His last work, published in 2020, the same year Groom died, was “The Patriots: Alexander Hamilton, Thomas Jefferson, John Adams and the Making of America.”

Before “The Patriots,” he spent time with another set of World War II figures: “The Generals: Patton, MacArthur, Marshall and the Winning of World War II.”

Groom has interesting even exciting material here and he knows how to present it. Sadly, in the hands of some historians, even the tumultuous lives during World War II, can be dry reading.

Not so with Groom.

He after all is best known for writing the novel “Forrest Gump.”

With “The Generals,” he introduces George Patton, Douglas MacArthur and George Marshall from the stories of their ancestors, to their parents and childhoods, their World War I and post-war careers, then their meteoric rise to prominence and success during World War II and their post-war careers.

Groom captures the bombast of Patton, the arrogance of MacArthur and the quiet determination of Marshall. These characterizations are expected but he also finds the insecurities that plagued Patton, the humanity within MacArthur and the ambition in Marshall.

Marshall is an interesting choice. Patton and MacArthur seem like givens for a book on American generals during World War II. But some readers may have expected Dwight D. Eisenhower to fill the other slot on the bill given he was Supreme Commander of the Allied Expeditionary Force in Europe.

But reading the book, readers are reminded, or introduced, to the steeliness of Marshall, his mind’s brilliance for organization and his humility in working where he was deemed needed most.

For while Patton, MacArthur and Eisenhower received the glory of battles won, Marshall won the war of overseeing organization in both the European and Pacific Theatres. 

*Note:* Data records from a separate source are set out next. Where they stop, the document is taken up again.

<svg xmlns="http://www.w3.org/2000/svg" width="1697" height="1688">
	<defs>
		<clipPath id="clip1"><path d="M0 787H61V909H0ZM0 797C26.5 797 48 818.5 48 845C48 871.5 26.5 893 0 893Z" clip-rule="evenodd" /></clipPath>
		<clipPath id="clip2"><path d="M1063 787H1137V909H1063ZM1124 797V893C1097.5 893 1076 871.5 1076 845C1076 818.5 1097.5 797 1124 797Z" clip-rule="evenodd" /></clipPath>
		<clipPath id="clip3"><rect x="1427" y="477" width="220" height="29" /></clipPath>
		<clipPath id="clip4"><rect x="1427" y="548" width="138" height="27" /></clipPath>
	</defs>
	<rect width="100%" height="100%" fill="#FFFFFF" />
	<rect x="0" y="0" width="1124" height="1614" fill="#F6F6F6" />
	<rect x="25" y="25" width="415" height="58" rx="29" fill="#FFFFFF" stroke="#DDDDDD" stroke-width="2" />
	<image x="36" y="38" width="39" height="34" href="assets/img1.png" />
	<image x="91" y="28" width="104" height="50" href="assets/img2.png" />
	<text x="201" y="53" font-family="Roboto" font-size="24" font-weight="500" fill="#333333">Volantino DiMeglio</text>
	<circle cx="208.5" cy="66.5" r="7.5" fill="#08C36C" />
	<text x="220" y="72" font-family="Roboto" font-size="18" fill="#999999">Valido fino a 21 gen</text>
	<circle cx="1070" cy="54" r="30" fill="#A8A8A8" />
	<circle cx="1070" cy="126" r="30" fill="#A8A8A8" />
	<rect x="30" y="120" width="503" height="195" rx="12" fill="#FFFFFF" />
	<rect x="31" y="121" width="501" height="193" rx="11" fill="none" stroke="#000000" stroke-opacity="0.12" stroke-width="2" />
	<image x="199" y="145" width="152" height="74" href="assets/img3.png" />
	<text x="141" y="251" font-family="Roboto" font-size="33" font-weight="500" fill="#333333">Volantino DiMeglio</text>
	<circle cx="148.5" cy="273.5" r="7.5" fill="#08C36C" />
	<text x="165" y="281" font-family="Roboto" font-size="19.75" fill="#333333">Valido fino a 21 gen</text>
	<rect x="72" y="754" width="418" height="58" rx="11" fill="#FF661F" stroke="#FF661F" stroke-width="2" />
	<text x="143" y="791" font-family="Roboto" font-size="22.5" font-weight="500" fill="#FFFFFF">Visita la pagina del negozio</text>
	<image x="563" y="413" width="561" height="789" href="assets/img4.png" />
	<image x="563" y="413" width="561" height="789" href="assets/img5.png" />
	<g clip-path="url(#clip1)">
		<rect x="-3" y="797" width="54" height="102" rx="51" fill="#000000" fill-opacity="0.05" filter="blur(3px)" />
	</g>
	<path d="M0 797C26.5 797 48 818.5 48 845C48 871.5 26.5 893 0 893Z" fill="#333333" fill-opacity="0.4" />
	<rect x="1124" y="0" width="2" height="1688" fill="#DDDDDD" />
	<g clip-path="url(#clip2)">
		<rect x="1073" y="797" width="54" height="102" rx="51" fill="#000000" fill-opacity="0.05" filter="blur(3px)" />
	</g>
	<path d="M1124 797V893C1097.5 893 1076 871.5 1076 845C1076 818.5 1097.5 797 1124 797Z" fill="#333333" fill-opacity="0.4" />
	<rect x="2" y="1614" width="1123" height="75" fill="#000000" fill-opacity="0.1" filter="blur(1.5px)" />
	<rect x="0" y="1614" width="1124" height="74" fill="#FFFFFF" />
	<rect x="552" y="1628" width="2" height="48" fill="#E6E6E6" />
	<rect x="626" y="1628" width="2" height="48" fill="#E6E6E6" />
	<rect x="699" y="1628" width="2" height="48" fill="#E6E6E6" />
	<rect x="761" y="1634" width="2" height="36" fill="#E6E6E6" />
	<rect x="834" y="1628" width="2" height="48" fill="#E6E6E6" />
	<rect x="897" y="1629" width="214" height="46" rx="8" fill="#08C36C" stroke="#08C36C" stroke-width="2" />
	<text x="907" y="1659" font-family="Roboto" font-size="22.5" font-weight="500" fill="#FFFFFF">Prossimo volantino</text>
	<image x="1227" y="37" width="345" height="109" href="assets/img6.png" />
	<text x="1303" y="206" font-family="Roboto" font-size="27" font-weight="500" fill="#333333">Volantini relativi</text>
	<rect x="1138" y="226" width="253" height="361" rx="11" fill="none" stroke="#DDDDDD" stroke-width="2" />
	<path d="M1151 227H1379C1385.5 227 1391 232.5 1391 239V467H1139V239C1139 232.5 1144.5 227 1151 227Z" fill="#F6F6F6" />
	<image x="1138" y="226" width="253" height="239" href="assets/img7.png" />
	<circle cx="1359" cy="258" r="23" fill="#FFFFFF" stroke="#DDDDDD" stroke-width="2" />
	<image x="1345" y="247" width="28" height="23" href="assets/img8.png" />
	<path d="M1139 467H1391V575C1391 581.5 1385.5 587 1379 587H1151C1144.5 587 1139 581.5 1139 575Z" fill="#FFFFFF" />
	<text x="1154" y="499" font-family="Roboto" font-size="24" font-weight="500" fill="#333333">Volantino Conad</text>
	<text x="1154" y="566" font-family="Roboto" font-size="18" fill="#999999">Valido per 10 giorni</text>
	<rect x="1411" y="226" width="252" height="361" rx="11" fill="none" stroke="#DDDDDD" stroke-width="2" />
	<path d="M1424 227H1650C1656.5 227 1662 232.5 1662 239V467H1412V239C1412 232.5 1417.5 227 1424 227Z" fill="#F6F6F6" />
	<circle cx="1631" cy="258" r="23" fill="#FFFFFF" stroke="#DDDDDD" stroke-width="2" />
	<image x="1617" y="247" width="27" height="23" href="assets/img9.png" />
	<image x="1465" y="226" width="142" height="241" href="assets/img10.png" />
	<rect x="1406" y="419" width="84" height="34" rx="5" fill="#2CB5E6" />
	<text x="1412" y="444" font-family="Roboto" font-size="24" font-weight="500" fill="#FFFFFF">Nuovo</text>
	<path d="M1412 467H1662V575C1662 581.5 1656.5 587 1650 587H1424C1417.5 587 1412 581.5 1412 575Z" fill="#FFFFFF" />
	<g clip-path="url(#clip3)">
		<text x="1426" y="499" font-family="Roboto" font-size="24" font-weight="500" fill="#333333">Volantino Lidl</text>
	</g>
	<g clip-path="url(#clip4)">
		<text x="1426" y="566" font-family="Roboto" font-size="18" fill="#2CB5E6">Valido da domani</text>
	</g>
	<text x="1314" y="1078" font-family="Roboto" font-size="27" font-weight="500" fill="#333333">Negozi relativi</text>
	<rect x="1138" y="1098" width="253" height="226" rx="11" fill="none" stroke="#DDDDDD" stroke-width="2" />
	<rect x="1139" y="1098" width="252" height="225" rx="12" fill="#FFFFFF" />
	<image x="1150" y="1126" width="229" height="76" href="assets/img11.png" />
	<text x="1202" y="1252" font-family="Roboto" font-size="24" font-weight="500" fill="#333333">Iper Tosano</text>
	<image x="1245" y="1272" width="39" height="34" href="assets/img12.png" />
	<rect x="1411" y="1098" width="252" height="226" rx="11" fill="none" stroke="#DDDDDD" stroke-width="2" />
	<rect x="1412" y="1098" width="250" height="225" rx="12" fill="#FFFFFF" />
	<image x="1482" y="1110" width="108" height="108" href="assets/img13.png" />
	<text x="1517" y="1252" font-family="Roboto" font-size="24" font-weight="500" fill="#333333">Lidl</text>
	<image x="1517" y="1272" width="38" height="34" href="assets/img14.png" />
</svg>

He had been tapped to lead the invasion of Overlord on D-Day but President Franklin D. Roosevelt and other leaders felt Marshall would and could do more good remaining the Army Chief of Staff, leading behind the scenes in Washington, D.C. Without protest or complaint, Marshall accepted the order pulling him from Overlord, while Eisenhower oversaw the Allied maneuvers of D-Day.

After the war, Marshall served as President Harry S. Truman’s secretary of state and secretary of defense. He organized the financial aid to rebuild post-war Europe known as the Marshall Plan.

Marshall was once described as the “organizer of victory.”

Groom seems to lean heavily on the Carlo D’Este and William Manchester biographies of Patton and MacArthur respectively, or at least he quotes them often throughout the book, but Groom writes an engrossing volume on the lives of three men who shaped the victories of World War II.